DATA RECORDS: Begin

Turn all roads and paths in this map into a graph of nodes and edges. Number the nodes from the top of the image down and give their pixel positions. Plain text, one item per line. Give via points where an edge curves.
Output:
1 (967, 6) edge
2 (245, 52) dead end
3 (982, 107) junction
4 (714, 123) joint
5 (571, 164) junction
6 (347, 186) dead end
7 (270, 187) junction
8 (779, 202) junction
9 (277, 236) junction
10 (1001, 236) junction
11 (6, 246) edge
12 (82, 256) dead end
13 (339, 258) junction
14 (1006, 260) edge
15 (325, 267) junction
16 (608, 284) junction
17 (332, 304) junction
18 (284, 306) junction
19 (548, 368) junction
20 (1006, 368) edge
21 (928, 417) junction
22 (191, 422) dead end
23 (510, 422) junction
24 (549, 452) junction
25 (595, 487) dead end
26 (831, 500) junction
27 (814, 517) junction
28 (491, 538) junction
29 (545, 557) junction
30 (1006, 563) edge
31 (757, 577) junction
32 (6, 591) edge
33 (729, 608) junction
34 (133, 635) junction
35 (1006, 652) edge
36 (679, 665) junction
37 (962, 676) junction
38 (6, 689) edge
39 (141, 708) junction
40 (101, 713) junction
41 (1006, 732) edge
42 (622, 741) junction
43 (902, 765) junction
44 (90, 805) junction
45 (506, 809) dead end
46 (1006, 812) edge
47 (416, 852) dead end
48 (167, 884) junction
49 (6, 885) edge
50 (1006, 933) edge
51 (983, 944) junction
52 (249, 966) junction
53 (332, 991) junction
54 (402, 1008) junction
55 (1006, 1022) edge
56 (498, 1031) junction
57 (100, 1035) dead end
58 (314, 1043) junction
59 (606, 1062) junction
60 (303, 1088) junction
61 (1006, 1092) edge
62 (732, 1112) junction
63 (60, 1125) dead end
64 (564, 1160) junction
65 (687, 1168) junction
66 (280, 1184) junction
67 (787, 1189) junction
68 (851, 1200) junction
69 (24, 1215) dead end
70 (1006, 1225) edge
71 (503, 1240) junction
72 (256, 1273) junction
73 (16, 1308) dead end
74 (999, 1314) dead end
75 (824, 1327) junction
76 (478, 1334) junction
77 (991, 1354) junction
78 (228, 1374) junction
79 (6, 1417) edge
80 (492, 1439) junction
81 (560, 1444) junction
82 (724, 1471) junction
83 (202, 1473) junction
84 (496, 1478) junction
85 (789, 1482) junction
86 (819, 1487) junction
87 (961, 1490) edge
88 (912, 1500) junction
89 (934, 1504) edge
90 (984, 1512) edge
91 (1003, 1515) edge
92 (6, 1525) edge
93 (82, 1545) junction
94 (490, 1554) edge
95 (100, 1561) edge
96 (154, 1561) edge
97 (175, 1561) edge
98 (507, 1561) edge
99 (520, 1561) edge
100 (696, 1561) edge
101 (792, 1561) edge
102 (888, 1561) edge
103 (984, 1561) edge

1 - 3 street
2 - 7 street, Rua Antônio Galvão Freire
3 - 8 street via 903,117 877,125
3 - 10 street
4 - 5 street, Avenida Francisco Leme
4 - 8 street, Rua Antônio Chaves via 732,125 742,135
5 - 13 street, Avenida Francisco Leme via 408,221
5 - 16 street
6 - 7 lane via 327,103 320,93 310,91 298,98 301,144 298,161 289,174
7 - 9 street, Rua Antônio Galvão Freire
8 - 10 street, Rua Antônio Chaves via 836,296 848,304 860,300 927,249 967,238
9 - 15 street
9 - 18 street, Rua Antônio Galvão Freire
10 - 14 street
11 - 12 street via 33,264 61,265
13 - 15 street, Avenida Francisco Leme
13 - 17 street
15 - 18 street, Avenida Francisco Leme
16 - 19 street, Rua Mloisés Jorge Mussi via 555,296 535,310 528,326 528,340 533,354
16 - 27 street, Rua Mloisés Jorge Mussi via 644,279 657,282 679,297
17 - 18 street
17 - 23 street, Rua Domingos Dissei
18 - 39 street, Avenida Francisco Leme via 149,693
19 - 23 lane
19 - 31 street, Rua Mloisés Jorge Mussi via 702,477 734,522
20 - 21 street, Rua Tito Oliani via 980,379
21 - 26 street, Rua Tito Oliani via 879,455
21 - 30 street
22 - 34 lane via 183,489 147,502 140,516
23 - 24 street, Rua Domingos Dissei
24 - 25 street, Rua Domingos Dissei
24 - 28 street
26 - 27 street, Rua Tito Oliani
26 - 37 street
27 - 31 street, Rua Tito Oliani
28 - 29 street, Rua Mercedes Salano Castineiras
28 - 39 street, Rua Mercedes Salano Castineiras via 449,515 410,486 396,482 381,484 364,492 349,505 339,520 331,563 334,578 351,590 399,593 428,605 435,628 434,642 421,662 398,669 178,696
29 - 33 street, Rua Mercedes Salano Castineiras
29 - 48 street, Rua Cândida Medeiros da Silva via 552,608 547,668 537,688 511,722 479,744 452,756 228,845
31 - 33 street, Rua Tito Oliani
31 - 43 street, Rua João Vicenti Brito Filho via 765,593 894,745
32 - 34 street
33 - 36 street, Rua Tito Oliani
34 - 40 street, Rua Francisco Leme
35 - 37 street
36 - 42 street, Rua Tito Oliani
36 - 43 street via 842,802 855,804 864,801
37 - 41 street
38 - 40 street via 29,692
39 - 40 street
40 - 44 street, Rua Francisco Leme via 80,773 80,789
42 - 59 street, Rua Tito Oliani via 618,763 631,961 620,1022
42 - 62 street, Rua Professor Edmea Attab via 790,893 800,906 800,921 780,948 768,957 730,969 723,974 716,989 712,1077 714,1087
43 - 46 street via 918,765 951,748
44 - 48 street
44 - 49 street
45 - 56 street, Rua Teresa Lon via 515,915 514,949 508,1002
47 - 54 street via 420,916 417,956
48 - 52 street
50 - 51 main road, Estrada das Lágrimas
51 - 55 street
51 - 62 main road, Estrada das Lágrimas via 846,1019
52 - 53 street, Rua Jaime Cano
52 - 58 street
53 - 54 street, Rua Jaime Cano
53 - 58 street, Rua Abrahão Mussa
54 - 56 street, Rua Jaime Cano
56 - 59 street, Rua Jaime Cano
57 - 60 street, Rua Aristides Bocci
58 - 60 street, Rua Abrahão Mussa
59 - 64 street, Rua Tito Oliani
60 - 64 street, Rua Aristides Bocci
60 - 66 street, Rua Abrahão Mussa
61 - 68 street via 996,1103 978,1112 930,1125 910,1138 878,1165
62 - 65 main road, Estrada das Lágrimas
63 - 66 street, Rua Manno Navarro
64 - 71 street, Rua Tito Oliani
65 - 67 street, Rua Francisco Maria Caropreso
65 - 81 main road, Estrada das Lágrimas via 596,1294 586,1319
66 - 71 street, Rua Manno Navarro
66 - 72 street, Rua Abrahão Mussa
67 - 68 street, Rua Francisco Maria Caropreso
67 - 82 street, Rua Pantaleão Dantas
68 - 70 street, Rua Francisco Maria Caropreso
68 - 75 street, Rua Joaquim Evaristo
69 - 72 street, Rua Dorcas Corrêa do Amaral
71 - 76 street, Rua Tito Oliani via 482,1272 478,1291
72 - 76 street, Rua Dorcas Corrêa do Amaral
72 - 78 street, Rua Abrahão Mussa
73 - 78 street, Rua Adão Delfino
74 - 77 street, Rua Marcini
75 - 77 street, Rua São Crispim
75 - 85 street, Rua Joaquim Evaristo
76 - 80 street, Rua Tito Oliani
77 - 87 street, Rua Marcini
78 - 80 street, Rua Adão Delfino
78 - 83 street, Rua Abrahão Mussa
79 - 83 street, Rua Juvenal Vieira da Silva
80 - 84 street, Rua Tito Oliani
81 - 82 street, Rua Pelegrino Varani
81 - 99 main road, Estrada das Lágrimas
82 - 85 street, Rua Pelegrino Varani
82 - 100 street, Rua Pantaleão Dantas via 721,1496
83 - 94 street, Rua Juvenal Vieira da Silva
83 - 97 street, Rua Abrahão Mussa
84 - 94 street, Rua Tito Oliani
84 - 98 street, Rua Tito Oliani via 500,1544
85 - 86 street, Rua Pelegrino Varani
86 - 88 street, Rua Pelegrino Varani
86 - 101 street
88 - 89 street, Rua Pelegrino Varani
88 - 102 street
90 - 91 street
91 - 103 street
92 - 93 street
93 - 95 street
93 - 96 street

DATA RECORDS: End

## INSTRUCTIONS FOR THE TASK:
Read the records above. Show each line that has the string "Dissei".

## SOLUTION FOR THIS PROBLEM:
17 - 23 street, Rua Domingos Dissei
23 - 24 street, Rua Domingos Dissei
24 - 25 street, Rua Domingos Dissei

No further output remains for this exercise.